With the closure around the end of May of its Tanners Creek power plant, Indiana Michigan Power has only one coal-fired plant left, the 2,600-MW Rockport facility, fired primarily with Powder River Basin coal.
Indiana Michigan Power (I&M), a subsidiary of American Electric Power (NYSE: AEP), on Sept. 30 filed its latest annual Power Supply Cost Recovery plan with the Michigan Public Service Commission. That plan covers calendar 2016.
Jon R. MacLean, Manager-Resource Planning in the Corporate Planning & Budgeting Department of American Electric Power Service Corp., wrote in supporting testimony that Rockport consists of two 1,300-MW (nominal) units which are jointly owned or leased by I&M and AEP Generating Co. (AEG), another AEP subsidiary. I&M’s projected generating capacity resources reflect the following Rockport-related arrangements:
- I&M’s 50% ownership share of Rockport Unit 1 and I&M’s 50% leased share of Rockport Unit 2 (i.e., 660 MW of Unit 1 and 650 MW of Unit 2).

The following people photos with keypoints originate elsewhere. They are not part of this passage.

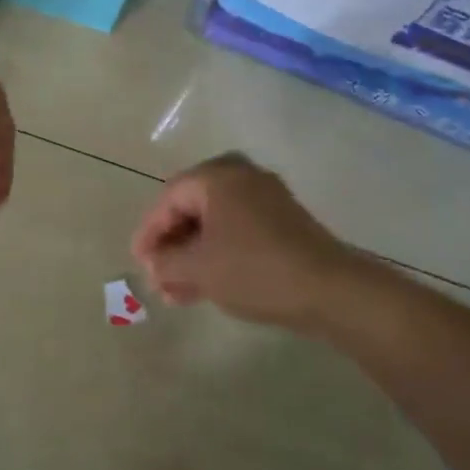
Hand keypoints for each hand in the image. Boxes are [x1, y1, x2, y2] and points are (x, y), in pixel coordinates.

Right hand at [130, 153, 362, 329]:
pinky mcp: (284, 221)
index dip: (149, 232)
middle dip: (172, 245)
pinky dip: (218, 253)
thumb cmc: (254, 270)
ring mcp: (267, 197)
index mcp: (217, 177)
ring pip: (215, 223)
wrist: (331, 291)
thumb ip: (165, 262)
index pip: (169, 199)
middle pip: (191, 208)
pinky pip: (238, 230)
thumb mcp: (198, 269)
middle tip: (159, 276)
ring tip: (178, 292)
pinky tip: (207, 285)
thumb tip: (155, 264)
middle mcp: (242, 176)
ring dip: (193, 254)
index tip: (139, 263)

- AEG’s 50% share of Rockport Unit 1 and AEG’s 50% leased share of Rockport Unit 2 (i.e., 660 MW of Unit 1 and 650 MW of Unit 2).

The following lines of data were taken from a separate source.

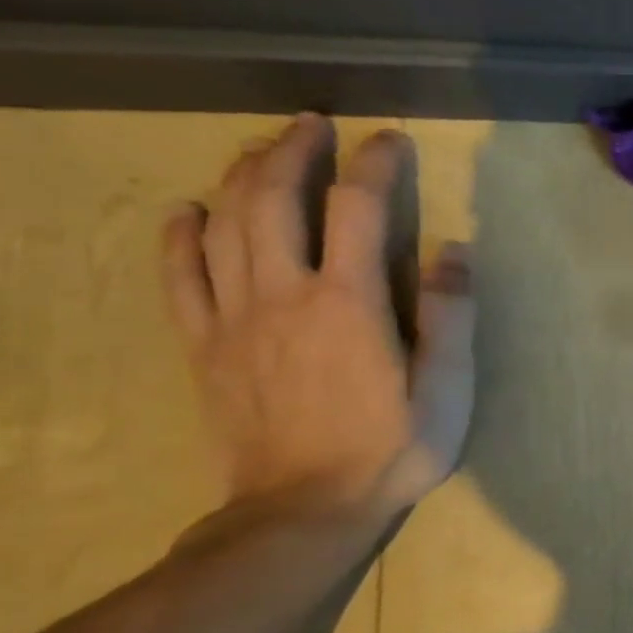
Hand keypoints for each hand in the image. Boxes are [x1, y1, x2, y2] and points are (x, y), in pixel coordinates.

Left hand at [161, 116, 475, 518]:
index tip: (390, 139)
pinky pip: (179, 279)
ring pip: (225, 227)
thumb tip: (453, 249)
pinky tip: (187, 211)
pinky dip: (179, 237)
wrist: (305, 509)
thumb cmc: (394, 445)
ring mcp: (235, 320)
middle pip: (275, 201)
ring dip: (241, 176)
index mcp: (349, 302)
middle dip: (294, 151)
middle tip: (314, 123)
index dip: (374, 164)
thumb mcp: (447, 387)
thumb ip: (451, 315)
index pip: (358, 208)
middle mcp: (284, 295)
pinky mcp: (205, 346)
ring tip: (264, 148)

- The Unit Power sale agreements among AEG, I&M, and Kentucky Power Co. (KPCo), another AEP System operating company, under which I&M committed to purchase 70% of AEG’s share of each Rockport unit, and KPCo committed to purchase 30% of AEG’s share of each Rockport unit.
The agreements by which KPCo purchases shares of the Rockport units run through Dec. 7, 2022. I&M’s net capacity resources for 2016 from Rockport Unit 1 include 1,122 MW (winter) and 1,118 (summer), and 1,105 MW (winter and summer) from Rockport Unit 2.
Charles F. West, Manager, Coal Procurement in the regulated Commercial Operations organization of American Electric Power Service Corp., wrote in his testimony: “I&M had two coal generating stations, Rockport and Tanners Creek. While Rockport is projected to continue its operation, Tanners Creek, as previously discussed in prior fuel proceedings, received its final coal deliveries and retired in May 2015 as a result of stricter EPA emissions standards.
“The Rockport generating station, located in Spencer County, Indiana, consists of two 1300-megawatt coal generating units. Sulfur dioxide (SO2) emissions at Rockport are limited by the New Source Performance Standard to 1.2 lbs. SO2 per million British thermal unit (MMBtu). Compliance with the emission limit is achieved by using a blend consisting primarily of low-sulfur subbituminous coal in the steam generators. The coal supply for Rockport currently uses a blend of Powder River Basin (PRB) coal from Wyoming and low-sulfur bituminous coal from eastern sources. In order to comply with stricter U.S. Environmental Protection Agency (EPA) emissions standards, the installation of Dry Sorbent Injection (DSI) is being used at both Rockport units. Rockport Unit 2’s new DSI technology began operating in December 2014 and Rockport Unit 1’s began operating in April 2015. The new DSI technology did not change the current coal blend at Rockport.”
In addition to an existing long-term contract with an unnamed coal supplier, coal may also be purchased to fulfill any additional supply requirements through spot agreements with various other suppliers, West noted. I&M expects to receive approximately 8.2 million tons of coal in 2016 at the Rockport plant at a projected weighted average delivered cost of 211.99 cents/MMBtu or $39.13 per ton (exclusive of affiliated transportation costs). That unidentified mainstay coal supplier, under a contract due to expire in December 2016, will supply about 4.6 million tons in 2016, the West testimony showed.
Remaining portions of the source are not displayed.